16 Dec 14

Conditioning: “300”

This workout has become rather famous, or infamous as the case may be, and for good reason. Some of you have done this workout with us in the past, or maybe you have heard of this workout.  What you may not be aware of its origins or connection to the film, “300”. There is a lot of myth out there on the interweb, so to get the truth, click HERE and check out this article written by Mark Twight, the guy who created the workout.

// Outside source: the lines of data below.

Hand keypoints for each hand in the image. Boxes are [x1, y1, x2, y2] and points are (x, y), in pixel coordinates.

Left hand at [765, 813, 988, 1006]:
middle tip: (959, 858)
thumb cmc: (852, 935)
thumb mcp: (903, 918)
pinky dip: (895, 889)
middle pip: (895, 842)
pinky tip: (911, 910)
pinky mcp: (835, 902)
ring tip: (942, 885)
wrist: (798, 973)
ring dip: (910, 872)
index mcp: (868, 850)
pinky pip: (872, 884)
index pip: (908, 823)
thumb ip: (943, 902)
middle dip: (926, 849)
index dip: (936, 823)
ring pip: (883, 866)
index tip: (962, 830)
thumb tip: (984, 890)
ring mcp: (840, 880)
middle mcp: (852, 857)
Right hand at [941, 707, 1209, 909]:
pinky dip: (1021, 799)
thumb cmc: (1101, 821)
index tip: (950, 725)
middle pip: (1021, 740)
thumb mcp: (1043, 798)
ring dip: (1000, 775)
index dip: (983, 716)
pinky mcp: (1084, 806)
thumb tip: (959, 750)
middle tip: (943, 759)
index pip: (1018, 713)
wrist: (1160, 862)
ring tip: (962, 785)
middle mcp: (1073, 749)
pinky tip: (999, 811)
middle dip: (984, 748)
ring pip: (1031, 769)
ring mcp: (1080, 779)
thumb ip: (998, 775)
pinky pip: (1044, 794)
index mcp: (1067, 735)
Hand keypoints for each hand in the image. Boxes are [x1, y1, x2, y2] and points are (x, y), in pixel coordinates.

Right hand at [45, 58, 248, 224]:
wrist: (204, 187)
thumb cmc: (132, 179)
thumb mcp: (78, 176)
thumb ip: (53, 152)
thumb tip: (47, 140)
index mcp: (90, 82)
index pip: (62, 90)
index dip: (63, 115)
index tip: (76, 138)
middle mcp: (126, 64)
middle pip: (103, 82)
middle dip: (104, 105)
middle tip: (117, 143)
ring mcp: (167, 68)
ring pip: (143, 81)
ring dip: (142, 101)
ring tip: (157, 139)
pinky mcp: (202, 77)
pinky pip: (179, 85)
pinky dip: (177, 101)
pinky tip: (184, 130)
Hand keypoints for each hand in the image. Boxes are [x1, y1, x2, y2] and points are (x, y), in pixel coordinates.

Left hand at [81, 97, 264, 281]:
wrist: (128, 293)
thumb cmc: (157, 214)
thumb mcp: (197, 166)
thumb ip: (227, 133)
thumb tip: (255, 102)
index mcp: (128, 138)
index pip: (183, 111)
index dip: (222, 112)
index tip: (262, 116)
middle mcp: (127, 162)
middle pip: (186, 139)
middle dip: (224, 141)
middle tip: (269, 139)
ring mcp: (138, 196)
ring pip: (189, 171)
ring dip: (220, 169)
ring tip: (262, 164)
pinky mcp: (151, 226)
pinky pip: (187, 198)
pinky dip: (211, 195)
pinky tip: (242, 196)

One very important point in the article is that this workout was used as a “test”, not as a regular part of the actors conditioning. The point being we should only apply intense workouts such as the “300” with rarity. Too often CrossFitter’s have the mindset, as my dad puts it: “Some is good. More is better. Too much is just right”. Nothing could be further from the truth when your goal is to get stronger, leaner, and fitter. But, that is a post for another time.

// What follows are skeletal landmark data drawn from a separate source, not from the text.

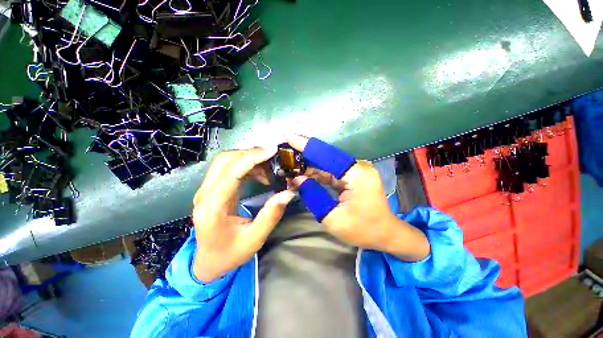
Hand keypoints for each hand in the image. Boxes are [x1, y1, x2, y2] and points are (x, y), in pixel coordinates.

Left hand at [192, 147, 295, 281]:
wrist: (208, 262)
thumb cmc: (229, 254)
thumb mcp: (255, 239)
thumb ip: (271, 215)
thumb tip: (289, 193)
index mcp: (213, 207)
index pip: (232, 171)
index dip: (252, 157)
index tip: (272, 151)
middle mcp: (205, 194)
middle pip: (225, 160)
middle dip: (251, 154)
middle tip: (273, 157)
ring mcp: (206, 190)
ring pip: (226, 161)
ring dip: (249, 159)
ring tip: (270, 168)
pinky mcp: (213, 189)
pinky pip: (229, 169)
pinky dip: (247, 166)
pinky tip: (261, 175)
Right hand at [286, 135, 429, 261]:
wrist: (385, 234)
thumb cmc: (362, 230)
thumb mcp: (333, 218)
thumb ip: (313, 196)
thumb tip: (298, 179)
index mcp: (356, 174)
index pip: (326, 155)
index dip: (306, 145)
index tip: (288, 136)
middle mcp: (357, 167)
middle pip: (326, 156)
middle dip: (304, 154)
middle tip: (285, 153)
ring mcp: (356, 170)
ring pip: (326, 163)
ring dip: (309, 165)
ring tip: (290, 165)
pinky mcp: (352, 176)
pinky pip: (331, 171)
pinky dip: (317, 172)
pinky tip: (303, 173)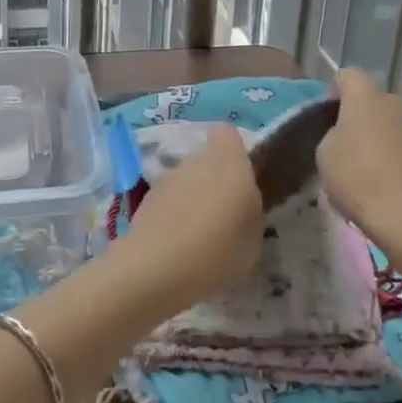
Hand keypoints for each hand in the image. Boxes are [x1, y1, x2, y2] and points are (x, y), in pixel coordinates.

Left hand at [119, 124, 263, 311]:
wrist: (154, 269)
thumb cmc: (217, 252)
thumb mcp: (254, 240)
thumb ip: (251, 213)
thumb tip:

So, remember, this is a test, not something you should be able to crush or conquer. If you don’t finish it, no worries, many others have failed to finish it as well. If you have to scale it, good for you, next time maybe you will Rx it. Just do your best, and don’t attach to the outcome.

For time:

  • Strict Pull Up X 25
  • Deadlift X 50 @ 135#/95#
  • Push Up X 50
  • Box Jump (CCS&C) X 50 @ 24”/20”
  • Floor Wiper (25 each side) X 50 @ 135#/95#
  • Kettlebell Clean and Press (KB touches the deck on every rep) X 50 @ 35#/20#
  • Strict Pull Up X 25
  • Total reps = 300
  • 30:00 time cap strictly enforced!

Mobility: Barbell Quad Smash X 4:00 each side.